Data in this exercise:
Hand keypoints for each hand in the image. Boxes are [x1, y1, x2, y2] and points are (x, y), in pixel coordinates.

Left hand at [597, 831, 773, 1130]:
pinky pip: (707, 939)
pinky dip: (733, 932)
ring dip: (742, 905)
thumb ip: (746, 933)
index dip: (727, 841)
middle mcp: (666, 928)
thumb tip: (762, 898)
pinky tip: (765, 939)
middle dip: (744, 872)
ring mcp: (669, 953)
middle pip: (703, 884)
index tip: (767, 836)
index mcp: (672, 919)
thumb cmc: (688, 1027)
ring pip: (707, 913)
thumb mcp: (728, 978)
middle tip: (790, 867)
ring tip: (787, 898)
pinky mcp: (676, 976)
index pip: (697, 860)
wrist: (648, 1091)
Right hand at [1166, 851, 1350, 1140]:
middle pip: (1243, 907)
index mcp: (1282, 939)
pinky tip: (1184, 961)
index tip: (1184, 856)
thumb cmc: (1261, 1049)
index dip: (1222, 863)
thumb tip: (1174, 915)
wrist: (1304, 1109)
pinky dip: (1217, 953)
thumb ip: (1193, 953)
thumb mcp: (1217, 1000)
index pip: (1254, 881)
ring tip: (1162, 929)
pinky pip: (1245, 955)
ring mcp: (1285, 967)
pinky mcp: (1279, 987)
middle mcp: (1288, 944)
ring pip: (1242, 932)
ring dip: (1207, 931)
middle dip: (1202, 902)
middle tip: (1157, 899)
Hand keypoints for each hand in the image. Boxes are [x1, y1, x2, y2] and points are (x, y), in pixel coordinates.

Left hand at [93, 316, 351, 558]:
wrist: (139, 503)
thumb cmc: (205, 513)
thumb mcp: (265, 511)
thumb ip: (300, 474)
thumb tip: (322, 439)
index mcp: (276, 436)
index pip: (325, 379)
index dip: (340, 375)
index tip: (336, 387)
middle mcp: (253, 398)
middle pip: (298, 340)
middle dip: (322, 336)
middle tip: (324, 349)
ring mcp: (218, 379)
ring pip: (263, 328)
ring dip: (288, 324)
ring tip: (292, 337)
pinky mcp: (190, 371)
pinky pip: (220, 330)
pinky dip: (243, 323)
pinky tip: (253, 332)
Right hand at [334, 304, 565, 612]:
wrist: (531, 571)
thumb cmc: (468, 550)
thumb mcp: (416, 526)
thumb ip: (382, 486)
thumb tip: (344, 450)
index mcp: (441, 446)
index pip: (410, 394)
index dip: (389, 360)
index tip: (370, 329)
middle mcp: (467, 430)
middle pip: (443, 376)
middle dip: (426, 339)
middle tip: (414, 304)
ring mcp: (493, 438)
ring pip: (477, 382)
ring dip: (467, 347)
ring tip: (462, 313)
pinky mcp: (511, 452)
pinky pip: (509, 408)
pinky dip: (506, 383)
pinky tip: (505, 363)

Work order:
Of the entries above, transcribe exactly those lines that fall between the line containing "thumb ip: (1193, 953)" and the line containing "thumb cmc: (468, 550)", together with those two lines.

Task result:
thumb ip: (1193, 953)
thumb mcp: (1217, 1000)
index pip: (1254, 881)
ring tip: (1162, 929)
pinky pip: (1245, 955)
ring mcp: (1285, 967)
pinky mcp: (1279, 987)
middle mcp: (1288, 944)
ring pip: (1242, 932)
ring dip: (1207, 931)
middle dip: (1202, 902)
middle tip: (1157, 899)
Hand keypoints for each hand in the image. Boxes are [x1, y1, x2, y2] and points are (x, y), in pixel coordinates.

Left hand at [93, 316, 351, 558]:
wrist: (139, 503)
thumb cmc: (205, 513)
thumb mcp: (265, 511)
thumb ip: (300, 474)
thumb tip: (322, 439)
index mcp: (276, 436)
index pip: (325, 379)
index dip: (340, 375)
index tip: (336, 387)
middle mcp: (253, 398)
middle pip: (298, 340)
middle dip: (322, 336)
middle tip: (324, 349)
ring mcp: (218, 379)
ring pip: (263, 328)
ring dip: (288, 324)
ring tip: (292, 337)
pinky mcp: (190, 371)
pinky pip: (220, 330)
pinky dip: (243, 323)
pinky tip: (253, 332)
Right hand at [334, 304, 565, 612]:
wrist: (531, 571)
thumb cmc: (468, 550)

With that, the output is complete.